Recess and PE alone might not provide your child with sufficient physical activity (about one hour per day of higher intensity aerobic activity4), especially if they’re having indoor recesses due to weather. If they aren’t getting enough physical activity, then work with them to find active things they enjoy doing to get their bodies moving, maintain that youthful energy, and build good health habits. It might help you to get a little more movement in your day, too!  


The body’s immune system is chiefly responsible for neutralizing intrusions from the likes of bacteria and viruses. Colder weather brings even more of these challenges with it.

In an ideal world we would all get plenty of nutrients from the foods we eat to support healthy, robust immune function, but realistically this is rare, and kids’ diets are no exception. Here’s a list of several supplements to consider for supporting your child’s immune function and overall health this winter:

1. Vitamin C w/ Flavonoids 

Vitamin C is well-known for its antioxidant properties; preventing damage from free radicals.*  Less well-known are its roles in connective tissue health, wound healing, cellular energy, and processing carbohydrates, fats, proteins, and cholesterol.*

Because the human body doesn’t manufacture vitamin C, it must be provided in the diet. And because it’s a water-soluble vitamin, the body doesn’t store large quantities, so regular replenishment is important. When food sources aren’t enough, supplements can be a simple way to top off the tank.  

Flavonoids have many properties in common with vitamin C. Incorporating the naturally sourced citrus flavonoids in Thorne’s Vitamin C w/ Flavonoids better mimics the food environments where vitamin C is naturally found, helping to maximize the body’s ability to use vitamin C.*

Vitamin C w/ Flavonoids is offered in a moderately-sized capsule. But if your child has a sensitive stomach or is not yet able to swallow capsules, and you’d like to provide them with extra vitamin C, then Thorne’s Buffered C Powder is an alternative.

2. Arabinex

As our understanding of the microbiome – the bacteria and other organisms that naturally and healthfully live in and on our bodies – expands, it is becoming increasingly apparent that supporting these organisms supports our own health.

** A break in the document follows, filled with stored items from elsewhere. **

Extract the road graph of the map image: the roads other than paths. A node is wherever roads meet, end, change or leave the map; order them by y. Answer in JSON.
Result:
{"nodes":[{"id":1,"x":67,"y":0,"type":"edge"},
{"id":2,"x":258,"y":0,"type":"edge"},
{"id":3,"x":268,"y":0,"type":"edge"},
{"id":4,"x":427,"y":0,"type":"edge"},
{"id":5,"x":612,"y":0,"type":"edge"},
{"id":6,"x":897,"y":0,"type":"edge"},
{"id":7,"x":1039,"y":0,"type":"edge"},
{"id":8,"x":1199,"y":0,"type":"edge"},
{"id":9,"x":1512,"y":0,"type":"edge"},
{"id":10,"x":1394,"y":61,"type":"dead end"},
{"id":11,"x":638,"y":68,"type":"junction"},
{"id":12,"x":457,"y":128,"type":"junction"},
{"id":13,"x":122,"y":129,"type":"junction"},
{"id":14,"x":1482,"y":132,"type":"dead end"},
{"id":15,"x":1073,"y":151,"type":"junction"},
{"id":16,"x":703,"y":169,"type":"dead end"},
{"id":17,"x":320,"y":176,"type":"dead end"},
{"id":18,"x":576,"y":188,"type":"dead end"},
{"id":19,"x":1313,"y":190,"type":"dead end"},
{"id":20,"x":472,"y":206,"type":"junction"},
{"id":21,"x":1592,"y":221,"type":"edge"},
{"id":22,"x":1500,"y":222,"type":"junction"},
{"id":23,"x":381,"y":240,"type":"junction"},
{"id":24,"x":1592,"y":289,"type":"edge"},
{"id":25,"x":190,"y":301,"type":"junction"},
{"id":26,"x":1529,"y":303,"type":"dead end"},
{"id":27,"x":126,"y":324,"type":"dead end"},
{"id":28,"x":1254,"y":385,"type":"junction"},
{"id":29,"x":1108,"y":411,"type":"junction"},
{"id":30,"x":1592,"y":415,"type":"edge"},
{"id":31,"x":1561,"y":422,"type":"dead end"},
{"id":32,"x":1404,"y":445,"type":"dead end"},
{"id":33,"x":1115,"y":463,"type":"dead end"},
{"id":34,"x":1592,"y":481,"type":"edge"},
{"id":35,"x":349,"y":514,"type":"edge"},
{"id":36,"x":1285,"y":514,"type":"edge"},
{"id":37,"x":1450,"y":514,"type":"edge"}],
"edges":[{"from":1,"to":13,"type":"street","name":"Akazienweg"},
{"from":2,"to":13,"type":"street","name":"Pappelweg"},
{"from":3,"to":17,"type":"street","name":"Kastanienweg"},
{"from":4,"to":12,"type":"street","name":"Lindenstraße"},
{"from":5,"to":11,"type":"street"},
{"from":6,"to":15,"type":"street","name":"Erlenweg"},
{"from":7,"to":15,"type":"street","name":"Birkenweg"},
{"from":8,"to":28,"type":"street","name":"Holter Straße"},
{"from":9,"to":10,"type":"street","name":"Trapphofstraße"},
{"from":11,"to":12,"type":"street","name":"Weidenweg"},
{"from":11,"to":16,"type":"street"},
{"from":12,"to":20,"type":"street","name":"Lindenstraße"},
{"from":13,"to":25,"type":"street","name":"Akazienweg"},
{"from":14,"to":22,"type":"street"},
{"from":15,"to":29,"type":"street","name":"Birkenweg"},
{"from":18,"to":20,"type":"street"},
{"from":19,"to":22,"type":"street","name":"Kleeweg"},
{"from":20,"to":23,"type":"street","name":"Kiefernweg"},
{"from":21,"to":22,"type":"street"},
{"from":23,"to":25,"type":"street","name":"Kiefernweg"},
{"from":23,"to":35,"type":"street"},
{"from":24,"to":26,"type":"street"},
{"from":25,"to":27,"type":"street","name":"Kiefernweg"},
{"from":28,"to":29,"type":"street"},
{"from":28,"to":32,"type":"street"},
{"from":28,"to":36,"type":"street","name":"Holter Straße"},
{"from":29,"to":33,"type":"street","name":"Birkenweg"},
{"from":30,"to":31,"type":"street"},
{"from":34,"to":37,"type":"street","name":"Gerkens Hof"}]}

Arabinex is a prebiotic fiber source derived from the western larch tree. The polysaccharides (complex sugars) in this product provide a favorable environment for the beneficial organisms living in the colon, as well as for the cells that line the colon, supporting healthy intestinal and immune function.* This product is offered as a mild-tasting powder that can be mixed into a variety of liquids, making it easy for children to take.

3. Myco-Immune

A liquid supplement presented in a dropper bottle – so it’s easy to give to children – Myco-Immune is a blend of extracts from six mushroom varieties with a long history of use in traditional medicine. These varieties (Cordyceps, Reishi, Maitake, Schizophyllum, Shiitake, and Coriolus) are well-researched and have been shown to support healthy immune function.*

Myco-Immune contains a tiny amount of alcohol due to the nature of the extracts; however, one serving is a small volume and it can be dispensed in another liquid to mask the taste and sensation of the alcohol if preferred.


1.  American Academy of Pediatrics supports childhood sleep guidelines. Accessed December 17, 2019.

2.  The water in you: Water and the human body. Accessed December 17, 2019.

3.  Blood Components | Community Blood Center. Accessed December 19, 2019.

4. Youth Physical Activity Guidelines | Physical Activity | Healthy Schools | CDC. Published September 6, 2019. Accessed December 18, 2019.